La Casa di Cura privata “Città di Rovigo” è lieta di promuovere un evento speciale organizzato in occasione della Giornata Mondiale dell’Obesità, che vedrà la partecipazione di numerosi professionisti sanitari che collaborano attivamente con la struttura.
L’incontro, aperto al pubblico, si terrà il 4 marzo 2026 dalle ore 17.30 alle ore 20.30 a Rovigo, presso la Pescheria Nuova (Corso del Popolo n. 140).
Di seguito è riportato il razionale dell’evento. Per ulteriori dettagli e informazioni, è possibile consultare qui il programma completo.
L’obesità è una malattia cronica complessa, riconosciuta dall’Organizzazione Mondiale della Sanità e dalla Legge Italiana, ma continua a essere vissuta e raccontata come una colpa individuale.

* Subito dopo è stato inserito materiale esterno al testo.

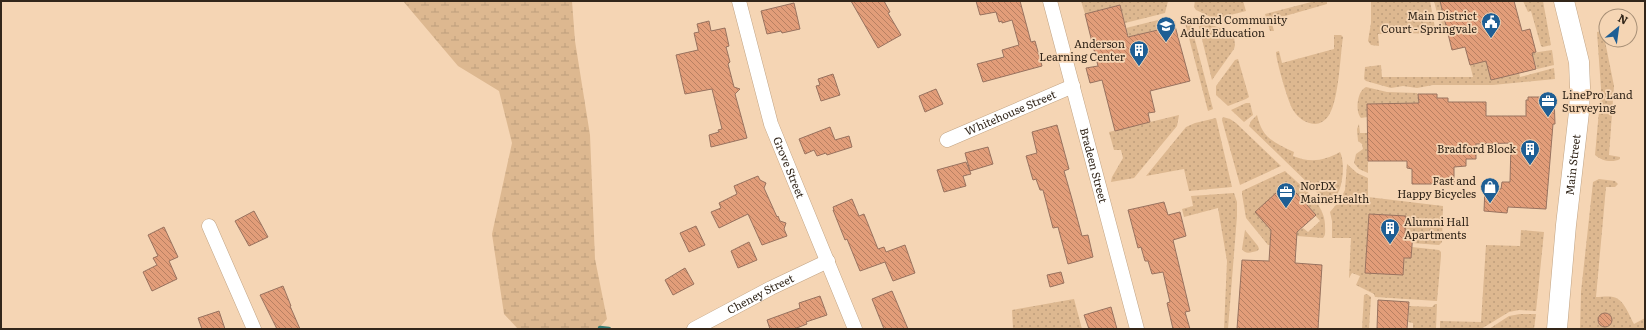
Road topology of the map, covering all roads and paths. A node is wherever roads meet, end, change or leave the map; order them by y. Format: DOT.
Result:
graph roads {
  1 [pos="739,1"];
  2 [pos="1050,1"];
  3 [pos="1564,1"];
  4 [pos="1073,86"];
  5 [pos="947,140"];
  6 [pos="209,226"];
  7 [pos="828,261"];
  8 [pos="254,329"];
  9 [pos="694,329"];
  10 [pos="855,329"];
  11 [pos="1137,329"];
  12 [pos="1557,329"];
  1 -- 7 [label="street, Grove Street"];
  2 -- 4 [label="street, Bradeen Street"];
  3 -- 12 [label="main road, Main Street"];
  4 -- 5 [label="street, Whitehouse Street"];
  4 -- 11 [label="street, Bradeen Street"];
  6 -- 8 [label="street"];
  7 -- 9 [label="street, Cheney Street"];
  7 -- 10 [label="street, Grove Street"];
}
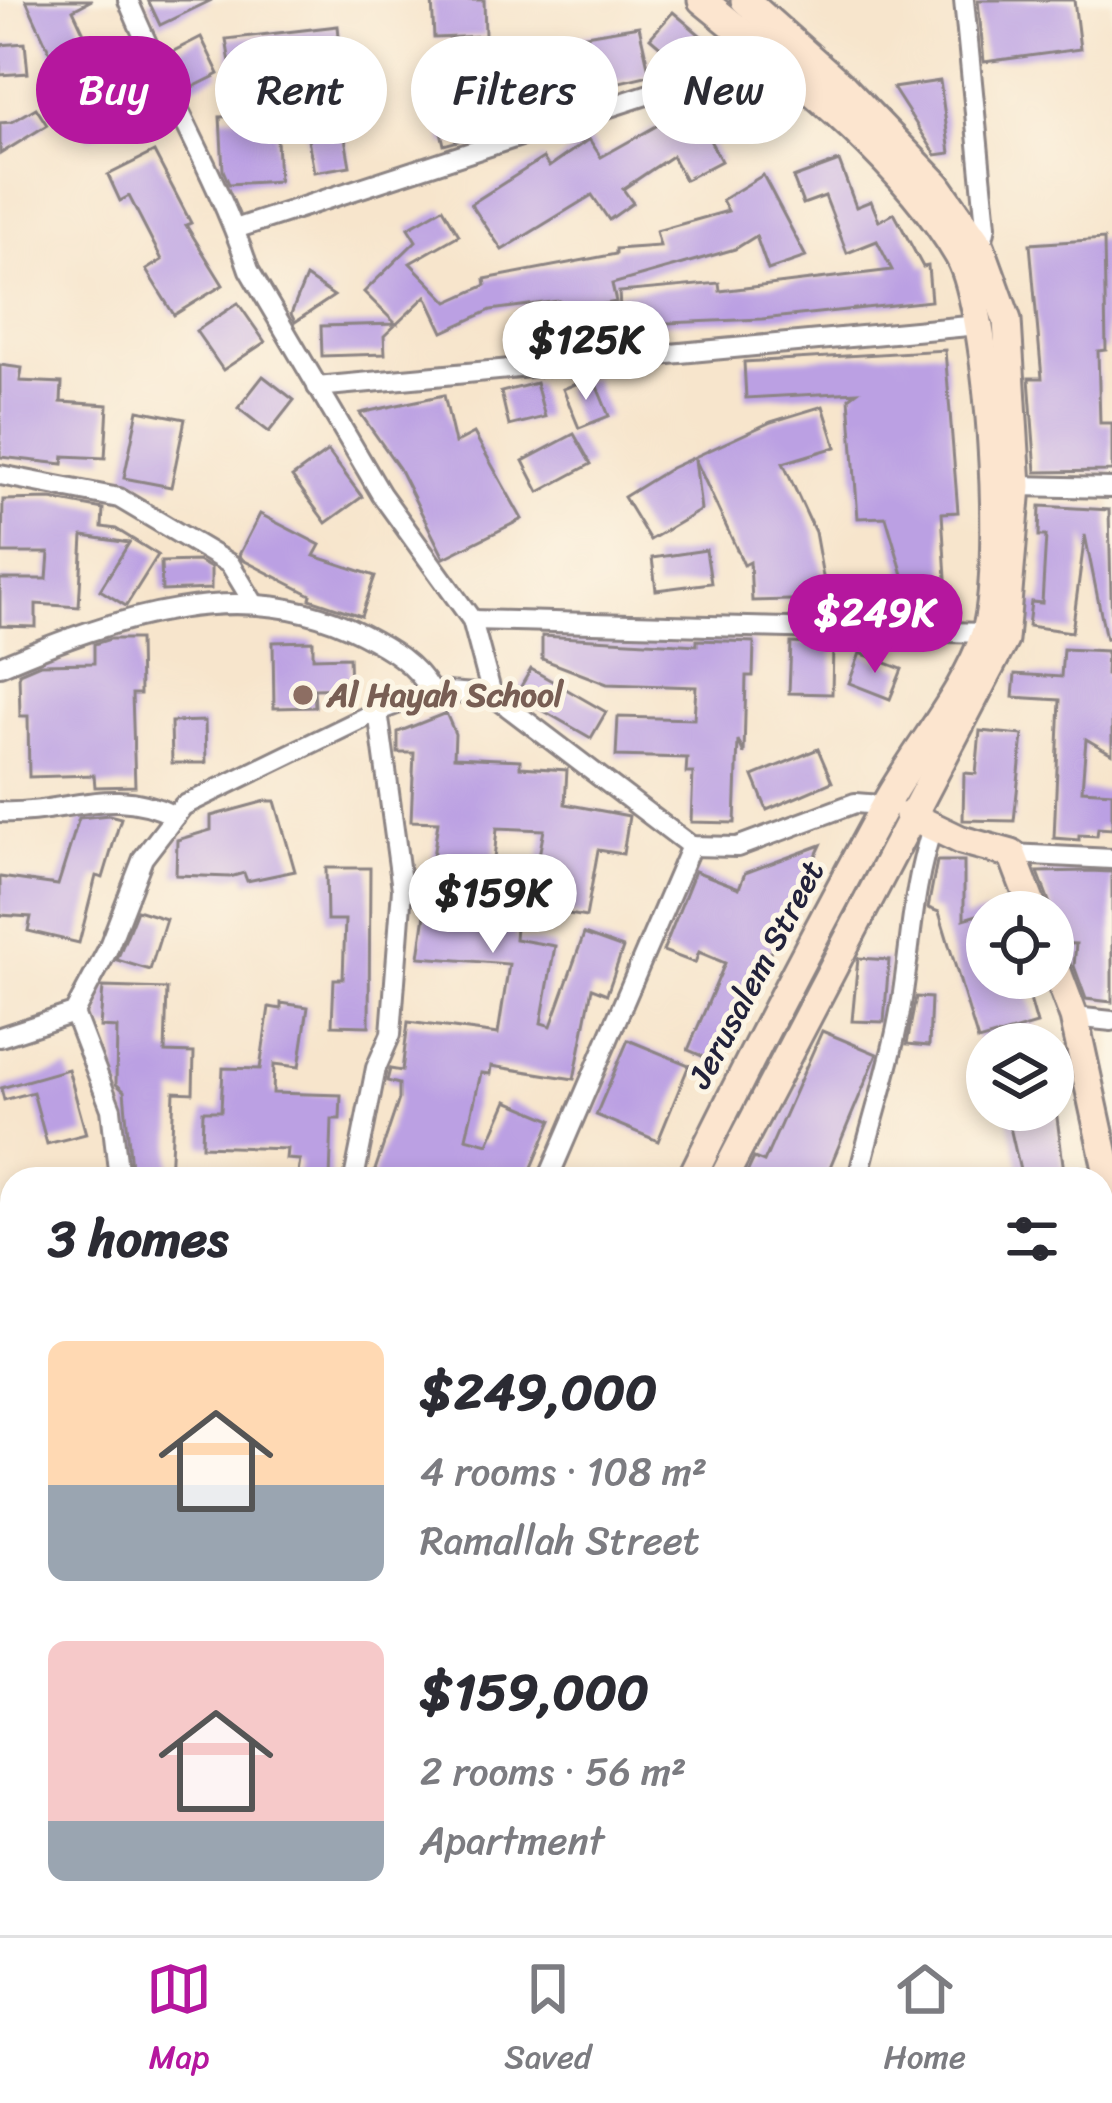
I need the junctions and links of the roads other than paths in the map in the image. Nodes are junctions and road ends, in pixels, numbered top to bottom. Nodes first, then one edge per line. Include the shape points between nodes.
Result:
1 (128, 0) edge
2 (702, 0) edge
3 (745, 0) edge
4 (964, 0) edge
5 (746, 36) edge
6 (806, 89) edge
7 (642, 96) edge
8 (235, 229) junction
9 (981, 248) junction
10 (980, 325) junction
11 (317, 386) junction
12 (0, 475) edge
13 (1017, 486) junction
14 (1112, 488) edge
15 (254, 602) junction
16 (472, 620) junction
17 (986, 633) junction
18 (0, 666) edge
19 (431, 691) junction
20 (492, 695) junction
21 (378, 712) junction
22 (0, 812) edge
23 (909, 815) junction
24 (175, 816) junction
25 (692, 846) junction
26 (1012, 854) junction
27 (1112, 859) edge
28 (1026, 891) edge
29 (1067, 999) edge
30 (74, 1013) junction
31 (1074, 1017) junction
32 (1112, 1021) edge
33 (0, 1036) edge
34 (1108, 1144) edge
35 (118, 1167) edge
36 (356, 1167) edge
37 (553, 1167) edge
38 (698, 1167) edge
39 (729, 1167) edge
40 (861, 1167) edge

1 - 8 street
2 - 5 main road
3 - 9 main road via 937,185
4 - 9 street via 983,182
6 - 10 main road via 874,152 960,258
7 - 8 street
8 - 11 street via 248,269
9 - 13 main road via 1006,320
10 - 11 street
10 - 17 main road via 993,512
11 - 16 street
12 - 15 street via 118,498 230,564
13 - 14 street
13 - 23 main road via 1004,640
15 - 18 street via 82,630
15 - 19 street via 343,624 388,648
16 - 17 street
16 - 20 street
17 - 23 main road
19 - 20 street
19 - 21 street
20 - 25 street
21 - 24 street
21 - 36 street via 402,889 391,1034
22 - 24 street via 143,800
23 - 25 street via 855,803 736,847
23 - 26 main road
23 - 38 main road, Jerusalem Street
23 - 39 main road, Jerusalem Street
23 - 40 street via 908,970
24 - 30 street via 143,858
25 - 37 street
26 - 27 street
26 - 28 main road
29 - 31 main road
30 - 33 street
30 - 35 street via 111,1109
31 - 32 street
31 - 34 main road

Pregiudizi, stereotipi e semplificazioni non solo alimentano stigma e discriminazione, ma rappresentano vere e proprie barriere alla diagnosi, alla presa in carico e alla cura, con conseguenze rilevanti sulla salute fisica e psicologica delle persone.
In occasione del World Obesity Day, questa conferenza nasce con l’obiettivo di dare voce all’obesità senza pregiudizi, accompagnando il pubblico in un percorso di ascolto, comprensione e consapevolezza. Attraverso contributi scientifici, testimonianze dirette e momenti di confronto, l’evento affronta il tema dello stigma in tutte le sue forme: quello della società, che giudica e discrimina; quello interiorizzato dal paziente, che genera senso di colpa e sfiducia nelle cure; quello che colpisce le terapie, spesso percepite con paura o diffidenza; e infine quello, più silenzioso ma altrettanto dannoso, che può manifestarsi anche nel mondo sanitario.
Superare il pregiudizio significa cambiare la narrazione dell’obesità, riconoscendone la complessità biologica, psicologica e sociale e restituendo dignità alle persone che ne sono affette. Significa anche promuovere un approccio basato sull’evidenza scientifica, sull’informazione corretta e su una presa in carico multidisciplinare in cui il medico non giudica, ma accompagna.
Il messaggio finale della giornata è una call to action rivolta a tutti – cittadini, pazienti, professionisti sanitari e istituzioni – perché ascoltare la persona, comprendere la malattia e curare senza pregiudizi non è solo possibile, ma necessario.